WHAT YOU ARE ASKED TO DO: Look through the entries below. Say how many lines include "dead", with nothing added.

GIVEN ENTRIES:

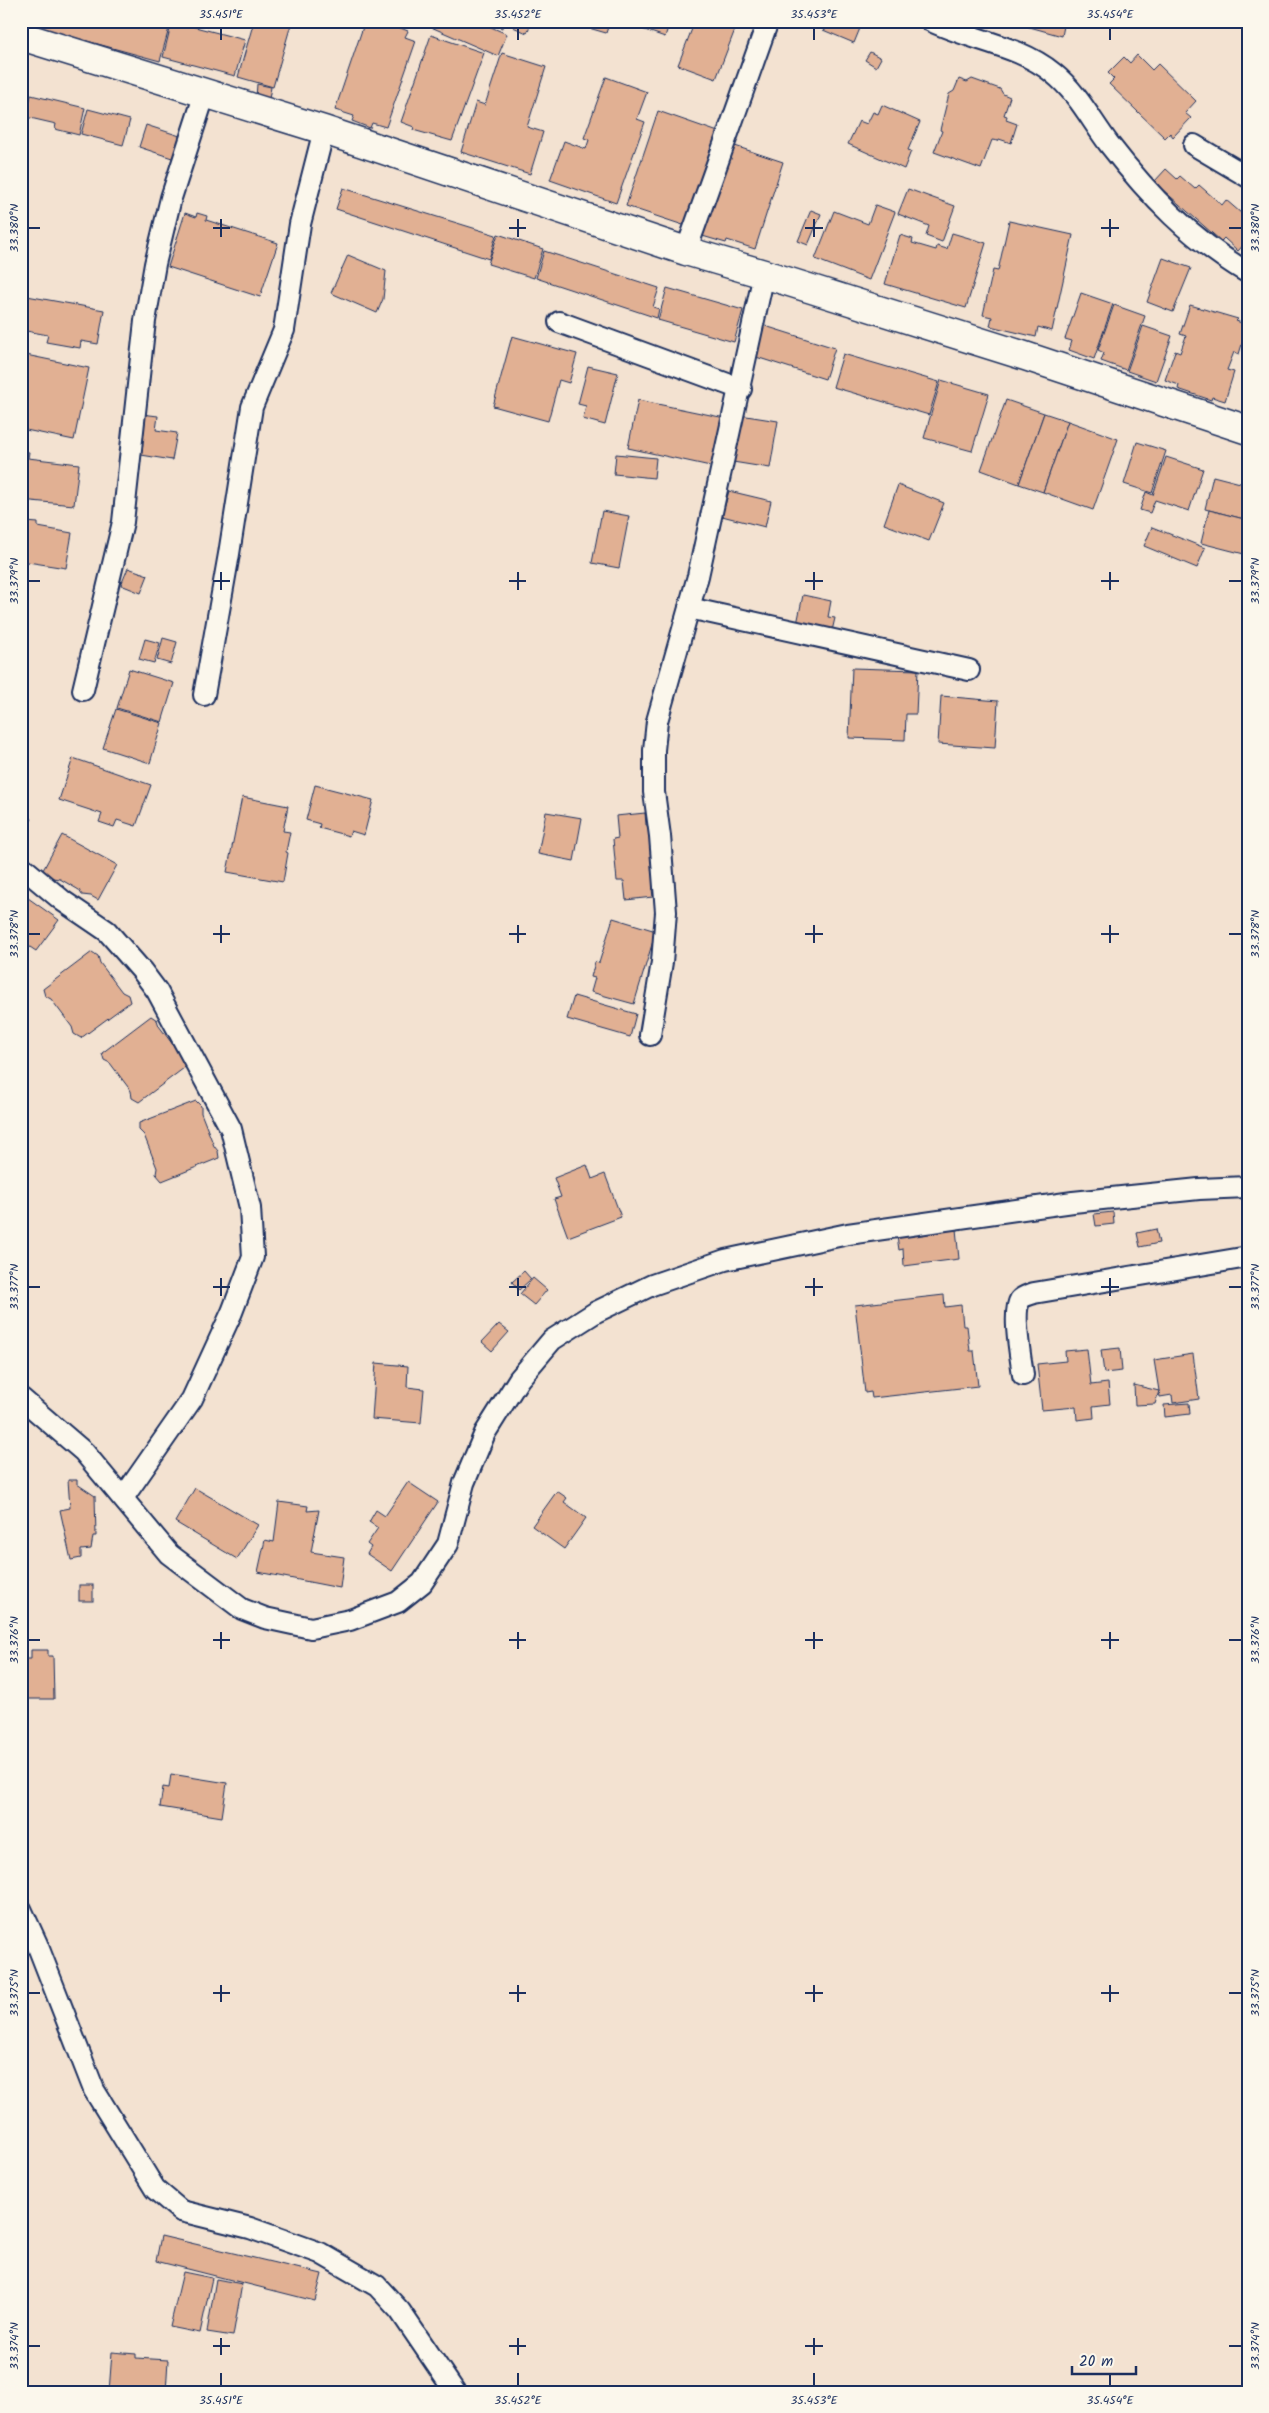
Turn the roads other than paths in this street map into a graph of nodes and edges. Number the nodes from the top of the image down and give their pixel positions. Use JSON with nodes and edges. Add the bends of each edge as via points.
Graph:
{"nodes":[{"id":1,"x":768,"y":21,"type":"edge"},
{"id":2,"x":931,"y":21,"type":"edge"},
{"id":3,"x":21,"y":36,"type":"edge"},
{"id":4,"x":205,"y":93,"type":"junction"},
{"id":5,"x":324,"y":130,"type":"junction"},
{"id":6,"x":1194,"y":145,"type":"dead end"},
{"id":7,"x":1248,"y":177,"type":"edge"},
{"id":8,"x":686,"y":251,"type":"junction"},
{"id":9,"x":1248,"y":273,"type":"edge"},
{"id":10,"x":764,"y":274,"type":"junction"},
{"id":11,"x":559,"y":322,"type":"dead end"},
{"id":12,"x":741,"y":389,"type":"junction"},
{"id":13,"x":1248,"y":430,"type":"edge"},
{"id":14,"x":689,"y":608,"type":"junction"},
{"id":15,"x":970,"y":670,"type":"dead end"},
{"id":16,"x":83,"y":690,"type":"dead end"},
{"id":17,"x":204,"y":695,"type":"dead end"},
{"id":18,"x":21,"y":866,"type":"edge"},
{"id":19,"x":650,"y":1035,"type":"dead end"},
{"id":20,"x":1248,"y":1187,"type":"edge"},
{"id":21,"x":1248,"y":1257,"type":"edge"},
{"id":22,"x":1023,"y":1376,"type":"dead end"},
{"id":23,"x":21,"y":1398,"type":"edge"},
{"id":24,"x":123,"y":1498,"type":"junction"},
{"id":25,"x":21,"y":1909,"type":"edge"},
{"id":26,"x":455,"y":2392,"type":"edge"}],
"edges":[{"from":1,"to":8,"type":"street"},
{"from":2,"to":9,"type":"street","via":[[1012,51],[1052,72],[1069,87],[1123,162],[1179,224]]},
{"from":3,"to":4,"type":"main road"},
{"from":4,"to":5,"type":"main road"},
{"from":4,"to":16,"type":"street","via":[[171,198],[155,264],[145,321],[123,522]]},
{"from":5,"to":8,"type":"main road"},
{"from":5,"to":17,"type":"street","via":[[300,224],[284,330],[252,407]]},
{"from":6,"to":7,"type":"street"},
{"from":8,"to":10,"type":"main road"},
{"from":10,"to":12,"type":"street"},
{"from":10,"to":13,"type":"main road"},
{"from":11,"to":12,"type":"street"},
{"from":12,"to":14,"type":"street"},
{"from":14,"to":15,"type":"street"},
{"from":14,"to":19,"type":"street","via":[[657,721],[654,750],[654,792],[666,912]]},
{"from":18,"to":24,"type":"street","via":[[106,931],[157,991],[231,1129],[250,1208],[253,1257],[232,1312],[192,1399]]},
{"from":20,"to":24,"type":"street","via":[[1074,1202],[838,1236],[725,1260],[652,1285],[604,1308],[552,1340],[520,1379],[484,1433],[464,1483],[448,1544],[422,1583],[398,1602],[350,1620],[311,1628],[265,1618],[242,1609],[169,1554]]},
{"from":21,"to":22,"type":"street","via":[[1023,1297],[1017,1318]]},
{"from":23,"to":24,"type":"street","via":[[84,1452]]},
{"from":25,"to":26,"type":"street","via":[[94,2090],[155,2189],[181,2211],[250,2228],[320,2253],[377,2286],[400,2311]]}]}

REPLY: 7